Background: The Idiopathic Intracranial Hypertension Weight Trial (IIH:WT) established the efficacy of bariatric surgery as compared to a community weight management intervention in reducing intracranial pressure in active IIH. The aim of this cost-effectiveness analysis was to evaluate the economic impact of these weight loss treatments for IIH.

Methods: IIH:WT was a five-year randomised, controlled, parallel group, multicentre trial in the United Kingdom, where participants with active IIH and a body mass index ≥35 kg/m2 were randomly assigned (1:1) to receive access to bariatric surgery or a community weight management intervention. All clinical and quality of life data was recorded at baseline, 12 and 24 months. Economic evaluation was performed to assess health-care costs and cost-effectiveness. Evaluations were established on an intention to treat principle, followed by a sensitivity analysis using a per protocol analysis.

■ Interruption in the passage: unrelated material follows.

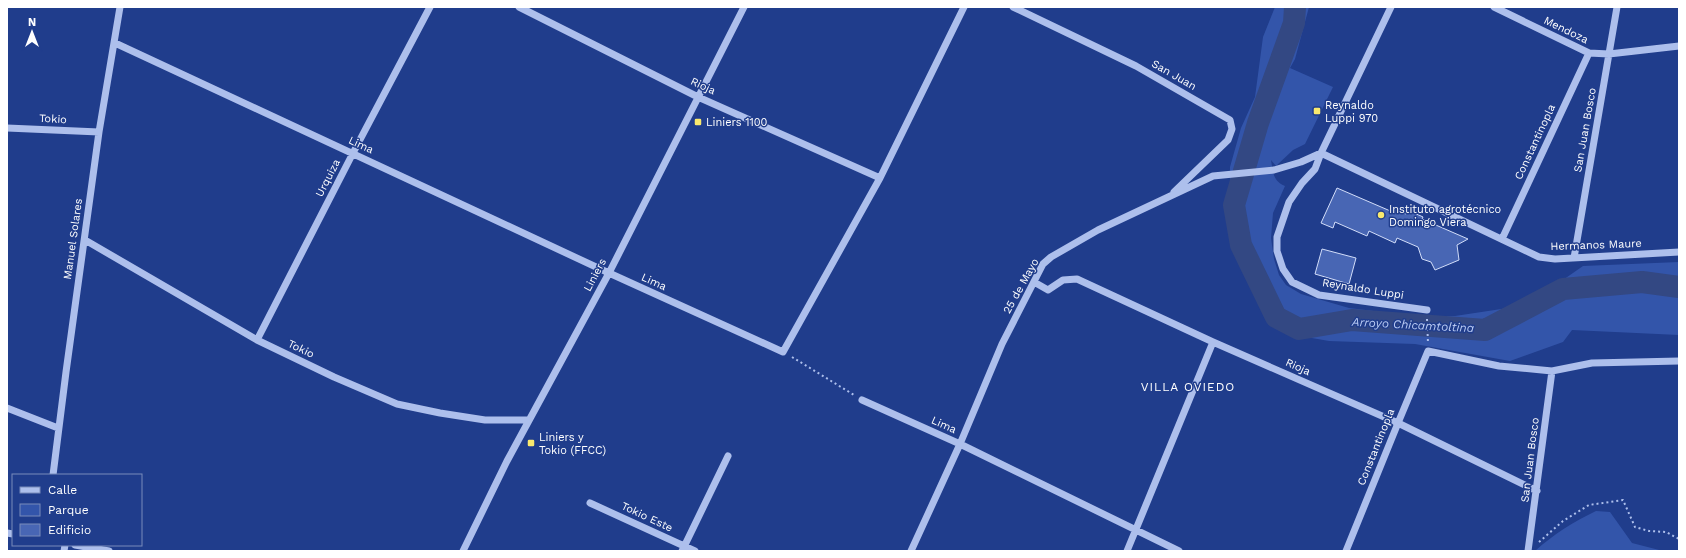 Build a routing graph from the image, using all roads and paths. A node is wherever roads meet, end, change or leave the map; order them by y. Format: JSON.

Results: The mean total health care costs were GBP 1353 for the community weight management arm and GBP 5400 for the bariatric surgery arm over 24 months. The majority of costs for the bariatric surgery arm relate to the surgical procedure itself. The 85% who underwent bariatric surgery achieved a 12.5% reduction in intracranial pressure at 24 months as compared to 39% in the community weight management arm; a mean difference of 45% in favour of bariatric surgery. The cost effectiveness of bariatric surgery improved over time.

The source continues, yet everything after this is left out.